Undercover: A coat he borrowed from James Dean (08/23/79)

The title of Chuck Kinder‘s novel, The Silver Ghost (Harcourt, 256 pp, $8.95), refers to the car that did in James Dean. In 1959, high-schooler Jimbo Stark is so self-conscious—hung up on the man (he calls himself Captain Rebel without a Cause on the Road, for good measure) he imagines that his girlfriend’s brother’s rebuilt silver Porsche may actually be the One: the Grail of the Fifties.

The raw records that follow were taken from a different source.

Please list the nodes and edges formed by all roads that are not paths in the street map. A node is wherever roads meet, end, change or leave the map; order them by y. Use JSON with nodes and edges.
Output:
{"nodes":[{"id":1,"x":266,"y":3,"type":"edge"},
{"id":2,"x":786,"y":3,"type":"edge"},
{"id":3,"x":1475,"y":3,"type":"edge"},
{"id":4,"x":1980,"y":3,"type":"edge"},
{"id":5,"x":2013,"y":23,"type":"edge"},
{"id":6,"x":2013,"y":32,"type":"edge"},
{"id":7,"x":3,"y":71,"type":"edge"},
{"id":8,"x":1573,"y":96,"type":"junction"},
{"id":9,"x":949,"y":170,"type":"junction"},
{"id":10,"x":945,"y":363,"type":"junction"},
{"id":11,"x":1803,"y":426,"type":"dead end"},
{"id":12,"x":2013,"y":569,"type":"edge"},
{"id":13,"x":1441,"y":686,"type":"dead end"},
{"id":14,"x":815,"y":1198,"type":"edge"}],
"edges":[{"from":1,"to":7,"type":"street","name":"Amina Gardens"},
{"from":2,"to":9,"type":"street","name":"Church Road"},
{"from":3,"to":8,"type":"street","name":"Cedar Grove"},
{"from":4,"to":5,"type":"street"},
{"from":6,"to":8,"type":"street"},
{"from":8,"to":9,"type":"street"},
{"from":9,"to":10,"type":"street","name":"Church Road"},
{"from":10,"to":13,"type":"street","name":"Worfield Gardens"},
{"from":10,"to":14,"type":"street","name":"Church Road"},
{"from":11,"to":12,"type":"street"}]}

Kinder’s book is about the sweetness of myth and the devastation myths can bring to those who buy them. Myths allow Jimbo Stark to break away from the sordid lives of his parents, from his confused (and pregnant) girlfriend and from his small town, but myths can’t set him free from those things. He suspects this, knows it in his bones and betrays it in his almost hysterical pursuit of his image of himself, but he won’t allow himself to accept it It’s not just that he doesn’t have anything besides the world his myths offer him: he doesn’t want anything else.

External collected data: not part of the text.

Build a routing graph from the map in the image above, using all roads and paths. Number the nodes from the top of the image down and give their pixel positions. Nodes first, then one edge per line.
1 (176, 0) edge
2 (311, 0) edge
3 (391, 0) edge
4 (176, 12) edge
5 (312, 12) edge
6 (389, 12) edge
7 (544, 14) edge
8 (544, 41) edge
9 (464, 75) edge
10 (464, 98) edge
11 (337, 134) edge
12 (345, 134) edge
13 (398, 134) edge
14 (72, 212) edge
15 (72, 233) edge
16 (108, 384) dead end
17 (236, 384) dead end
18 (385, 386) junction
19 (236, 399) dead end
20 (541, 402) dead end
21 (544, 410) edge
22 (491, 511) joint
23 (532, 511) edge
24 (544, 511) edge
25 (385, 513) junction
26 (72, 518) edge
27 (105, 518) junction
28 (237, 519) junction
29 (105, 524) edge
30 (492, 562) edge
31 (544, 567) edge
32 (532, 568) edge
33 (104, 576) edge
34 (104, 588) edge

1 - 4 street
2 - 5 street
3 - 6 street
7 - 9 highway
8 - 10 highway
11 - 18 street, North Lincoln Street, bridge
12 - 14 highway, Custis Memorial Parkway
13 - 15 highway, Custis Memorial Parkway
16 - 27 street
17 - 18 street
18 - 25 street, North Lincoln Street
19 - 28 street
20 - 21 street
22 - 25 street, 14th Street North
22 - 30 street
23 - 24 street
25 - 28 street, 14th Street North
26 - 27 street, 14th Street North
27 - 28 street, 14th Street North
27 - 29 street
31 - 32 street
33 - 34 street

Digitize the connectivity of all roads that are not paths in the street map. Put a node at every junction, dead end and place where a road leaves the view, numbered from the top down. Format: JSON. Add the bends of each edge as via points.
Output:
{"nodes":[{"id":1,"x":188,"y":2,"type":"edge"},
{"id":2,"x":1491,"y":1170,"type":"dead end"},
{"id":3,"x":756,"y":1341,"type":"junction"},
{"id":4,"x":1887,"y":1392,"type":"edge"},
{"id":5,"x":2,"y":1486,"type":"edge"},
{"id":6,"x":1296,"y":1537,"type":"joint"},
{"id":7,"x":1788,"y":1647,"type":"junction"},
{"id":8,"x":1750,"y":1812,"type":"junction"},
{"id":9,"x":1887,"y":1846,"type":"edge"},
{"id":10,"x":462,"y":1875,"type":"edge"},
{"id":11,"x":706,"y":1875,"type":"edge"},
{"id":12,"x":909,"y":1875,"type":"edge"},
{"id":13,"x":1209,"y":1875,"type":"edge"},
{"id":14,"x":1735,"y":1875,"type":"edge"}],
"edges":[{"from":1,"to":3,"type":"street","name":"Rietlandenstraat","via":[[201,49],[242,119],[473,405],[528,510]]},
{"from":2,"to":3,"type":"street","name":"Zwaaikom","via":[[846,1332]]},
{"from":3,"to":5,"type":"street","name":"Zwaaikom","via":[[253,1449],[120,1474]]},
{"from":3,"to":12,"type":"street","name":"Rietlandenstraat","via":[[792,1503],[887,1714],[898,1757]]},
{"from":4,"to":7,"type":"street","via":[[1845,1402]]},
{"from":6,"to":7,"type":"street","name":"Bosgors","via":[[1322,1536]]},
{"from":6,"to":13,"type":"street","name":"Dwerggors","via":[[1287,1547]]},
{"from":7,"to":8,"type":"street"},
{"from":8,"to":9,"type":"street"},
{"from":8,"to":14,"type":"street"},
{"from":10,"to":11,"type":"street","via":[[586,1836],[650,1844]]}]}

Kinder is most touching in his ability to convey the way in which Fifties teenagers bought the gooey myths as readily as they did the tough ones: they were as sure they could solve real problems with the happy ending of A Summer Place as they were that they could assume the persona James Dean created in East of Eden. When Jimbo Stark does finally make it onto the road, he’s prepared for anything and capable of understanding nothing. So, clinging to the existential moment claimed by Camus’ Meursault when he blankly shoots the Arab, Jimbo “acts.” He misses the point that Meursault achieved a sense of self only by completely disassociating himself from his actions and his desires. A mind rooted in Hollywood myths cannot hold paradox.

Jimbo Stark is an irritating, ingratiating character, half-hero and half-fool. Most people who grew up in the Fifties and Sixties, or who watched the movies he did, lived some of his life. Thus it’s almost impossible not to root for him, but root for him to do what? The main action of The Silver Ghost ends uncertainly in 1960; in an epilogue, Jimbo Stark turns up again, years later, killing one more day in a bar on the edges of a San Francisco slum. It is unlikely that The Silver Ghost is meant to be taken as his memory of what once happened to him; it is unlikely that his memory would be so clear.

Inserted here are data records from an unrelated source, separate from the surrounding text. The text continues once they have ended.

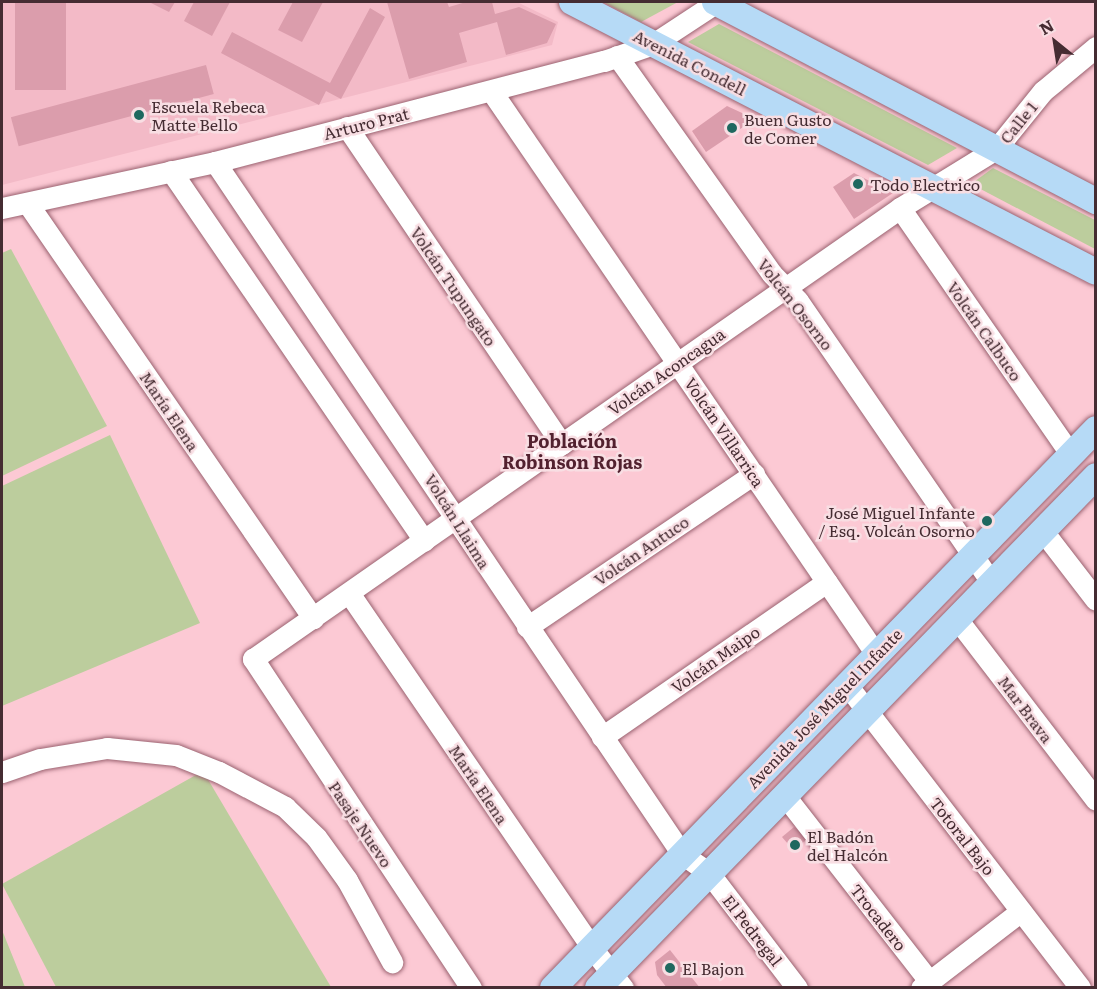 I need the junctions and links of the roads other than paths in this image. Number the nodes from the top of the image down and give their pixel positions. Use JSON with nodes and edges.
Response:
{"nodes":[{"id":1,"x":572,"y":2,"type":"edge"},
{"id":2,"x":716,"y":2,"type":"edge"},
{"id":3,"x":653,"y":44,"type":"junction"},
{"id":4,"x":1095,"y":47,"type":"edge"},
{"id":5,"x":617,"y":57,"type":"junction"},
{"id":6,"x":492,"y":92,"type":"junction"},
{"id":7,"x":347,"y":127,"type":"junction"},
{"id":8,"x":996,"y":149,"type":"junction"},
{"id":9,"x":215,"y":162,"type":"junction"},
{"id":10,"x":171,"y":171,"type":"junction"},
{"id":11,"x":931,"y":187,"type":"junction"},
{"id":12,"x":1095,"y":201,"type":"edge"},
{"id":13,"x":28,"y":204,"type":"junction"},
{"id":14,"x":2,"y":208,"type":"edge"},
{"id":15,"x":900,"y":208,"type":"junction"},
{"id":16,"x":1095,"y":272,"type":"edge"},
{"id":17,"x":785,"y":288,"type":"junction"},
{"id":18,"x":678,"y":363,"type":"junction"},
{"id":19,"x":1095,"y":429,"type":"edge"},
{"id":20,"x":562,"y":444,"type":"junction"},
{"id":21,"x":1071,"y":455,"type":"junction"},
{"id":22,"x":754,"y":474,"type":"junction"},
{"id":23,"x":1095,"y":476,"type":"edge"},
{"id":24,"x":456,"y":518,"type":"junction"},
{"id":25,"x":1042,"y":530,"type":"junction"},
{"id":26,"x":424,"y":541,"type":"junction"},
{"id":27,"x":973,"y":555,"type":"junction"},
{"id":28,"x":827,"y":582,"type":"junction"},
{"id":29,"x":992,"y":583,"type":"junction"},
{"id":30,"x":349,"y":593,"type":"junction"},
{"id":31,"x":1095,"y":600,"type":"edge"},
{"id":32,"x":313,"y":618,"type":"junction"},
{"id":33,"x":957,"y":619,"type":"junction"},
{"id":34,"x":527,"y":627,"type":"junction"},
{"id":35,"x":876,"y":654,"type":"junction"},
{"id":36,"x":253,"y":659,"type":"joint"},
{"id":37,"x":847,"y":685,"type":"junction"},
{"id":38,"x":867,"y":711,"type":"junction"},
{"id":39,"x":602,"y":737,"type":"junction"},
{"id":40,"x":2,"y":772,"type":"edge"},
{"id":41,"x":785,"y":796,"type":"junction"},
{"id":42,"x":1095,"y":800,"type":"edge"},
{"id":43,"x":682,"y":854,"type":"junction"},
{"id":44,"x":709,"y":873,"type":"junction"},
{"id":45,"x":1021,"y":911,"type":"junction"},
{"id":46,"x":592,"y":948,"type":"junction"},
{"id":47,"x":392,"y":962,"type":"dead end"},
{"id":48,"x":611,"y":983,"type":"edge"},
{"id":49,"x":925,"y":984,"type":"edge"},
{"id":50,"x":471,"y":987,"type":"edge"},
{"id":51,"x":553,"y":987,"type":"edge"},
{"id":52,"x":797,"y":987,"type":"edge"},
{"id":53,"x":1080,"y":987,"type":"edge"}],
"edges":[{"from":1,"to":3,"type":"main road","name":"Avenida Condell"},
{"from":2,"to":3,"type":"street","name":"Arturo Prat"},
{"from":2,"to":8,"type":"main road"},
{"from":3,"to":5,"type":"street","name":"Arturo Prat"},
{"from":3,"to":11,"type":"main road","name":"Avenida Condell"},
{"from":4,"to":8,"type":"street","name":"Calle 1"},
{"from":5,"to":6,"type":"street","name":"Arturo Prat"},
{"from":5,"to":17,"type":"street","name":"Volcán Osorno"},
{"from":6,"to":7,"type":"street","name":"Arturo Prat"},
{"from":6,"to":18,"type":"street","name":"Volcán Villarrica"},
{"from":7,"to":9,"type":"street","name":"Arturo Prat"},
{"from":7,"to":20,"type":"street","name":"Volcán Tupungato"},
{"from":8,"to":11,"type":"street","name":"Calle 1"},
{"from":8,"to":12,"type":"main road"},
{"from":9,"to":10,"type":"street","name":"Arturo Prat"},
{"from":9,"to":24,"type":"street","name":"Volcán Llaima"},
{"from":10,"to":13,"type":"street","name":"Arturo Prat"},
{"from":10,"to":26,"type":"street"},
{"from":11,"to":15,"type":"street","name":"Volcán Aconcagua"},
{"from":11,"to":16,"type":"main road","name":"Avenida Condell"},
{"from":13,"to":14,"type":"street","name":"Arturo Prat"},
{"from":13,"to":32,"type":"street","name":"María Elena"},
{"from":15,"to":17,"type":"street","name":"Volcán Aconcagua"},
{"from":15,"to":21,"type":"street","name":"Volcán Calbuco"},
{"from":17,"to":18,"type":"street","name":"Volcán Aconcagua"},
{"from":17,"to":27,"type":"street","name":"Volcán Osorno"},
{"from":18,"to":20,"type":"street","name":"Volcán Aconcagua"},
{"from":18,"to":22,"type":"street","name":"Volcán Villarrica"},
{"from":19,"to":21,"type":"main road","name":"Avenida José Miguel Infante"},
{"from":20,"to":24,"type":"street","name":"Volcán Aconcagua"},
{"from":21,"to":27,"type":"main road","name":"Avenida José Miguel Infante"},
{"from":22,"to":28,"type":"street","name":"Volcán Villarrica"},
{"from":22,"to":34,"type":"street","name":"Volcán Antuco"},
{"from":23,"to":25,"type":"main road","name":"Avenida José Miguel Infante"},
{"from":24,"to":26,"type":"street","name":"Volcán Aconcagua"},
{"from":24,"to":34,"type":"street","name":"Volcán Llaima"},
{"from":25,"to":29,"type":"main road","name":"Avenida José Miguel Infante"},
{"from":25,"to":31,"type":"street"},
{"from":26,"to":30,"type":"street","name":"Volcán Aconcagua"},
{"from":27,"to":29,"type":"street","name":"Volcán Osorno"},
{"from":27,"to":35,"type":"main road","name":"Avenida José Miguel Infante"},
{"from":28,"to":35,"type":"street","name":"Volcán Villarrica"},
{"from":28,"to":39,"type":"street","name":"Volcán Maipo"},
{"from":29,"to":33,"type":"main road","name":"Avenida José Miguel Infante"},
{"from":30,"to":32,"type":"street","name":"Volcán Aconcagua"},
{"from":30,"to":46,"type":"street","name":"María Elena"},
{"from":32,"to":36,"type":"street","name":"Volcán Aconcagua"},
{"from":33,"to":38,"type":"main road","name":"Avenida José Miguel Infante"},
{"from":33,"to":42,"type":"street","name":"Mar Brava"},
{"from":34,"to":39,"type":"street","name":"Volcán Llaima"},
{"from":35,"to":37,"type":"main road","name":"Avenida José Miguel Infante"},
{"from":36,"to":50,"type":"street","name":"Pasaje Nuevo"},
{"from":37,"to":38,"type":"street","name":"Totoral Bajo"},
{"from":37,"to":43,"type":"main road","name":"Avenida José Miguel Infante"},
{"from":38,"to":41,"type":"main road","name":"Avenida José Miguel Infante"},
{"from":38,"to":45,"type":"street","name":"Totoral Bajo"},
{"from":39,"to":43,"type":"street","name":"Volcán Llaima"},
{"from":40,"to":47,"type":"street"},
{"from":41,"to":44,"type":"main road","name":"Avenida José Miguel Infante"},
{"from":41,"to":49,"type":"street","name":"Trocadero"},
{"from":43,"to":44,"type":"street","name":"Volcán Llaima"},
{"from":43,"to":46,"type":"main road","name":"Avenida José Miguel Infante"},
{"from":44,"to":48,"type":"main road","name":"Avenida José Miguel Infante"},
{"from":44,"to":52,"type":"street","name":"El Pedregal"},
{"from":45,"to":49,"type":"street"},
{"from":45,"to":53,"type":"street","name":"Totoral Bajo"},
{"from":46,"to":48,"type":"street","name":"María Elena"},
{"from":46,"to":51,"type":"main road","name":"Avenida José Miguel Infante"}]}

TROUBLE FOLLOWS MErosenbaum
Starburn: The Story of Jenni Love, a novel by Rosalyn Drexler (Simon and Schuster, 204 pp., $9,95). This is a work of fiction about punk rock. It comes with a seven-year-old pic of Ms. D. on the back, presumably because she don’t look so punky no more. But she writes almost as good as the Dead Boys used to back before they got their option dropped.

With Hitler in New York and Other Stories, by Richard Grayson (Taplinger, 160 pp., $795). Where avant-garde fiction goes when it turns into stand-up comedy. Great parody of Knopf’s “A Note on the Type” page, though.

Testimony and Demeanor, stories by John Casey (Knopf, 207 pp., $8.95). Where New Yorker fiction goes when it turns to stone.

Rebirth of the Salesman: Tales of the Song & Dance 70’s, by Ron Rosenbaum (Delta, 258 pp., $4.95 paperback). Rosenbaum has from time to time been referred to as “Dostoevskian,” but there’s no more evidence of such inner fire in this collection of pop-cult pieces (done for the Village Voice, Esquire, More and New York) than there was in his recent cute thriller, Murder at Elaine’s. What Rosenbaum does offer is a vivid style, a fast eye and a slick finish: you come away with the impression that you need think no more about that. But since the theme here is that of the con man—someone whose role in life is to sell what he does not have or what does not exist, be he an undercover agent selling a false identity to radicals or a doper selling endless variants of the last big score to himself—a little thought goes a long way. And I will always treasure Rosenbaum’s slightly shell-shocked account of an interview with Troy Donahue, who in 1971 was promoting his lead role in Sweet Savior, a film based on Charles Manson:

Troy gets back on the subject of Charles Manson and begins explaining how Manson either was or wasn’t just like Hitler. “So I said to David Frost, I said, ‘Did Hitler do it’ I mean did he? He didn’t. Man, Hitler didn’t do it. You know what I mean?’ And Frost looks at me and says, `He didn’t do it?’ And I said, ‘No man, he didn’t do it, did he?’ It blew Frost’s mind. All he could say was, ‘He didn’t do it?'”

Troy looks at me. “But the thing is he really did do it. Can you dig it? He did do it”

“Do what?” I asked.

Why can’t Kurt Vonnegut write like that?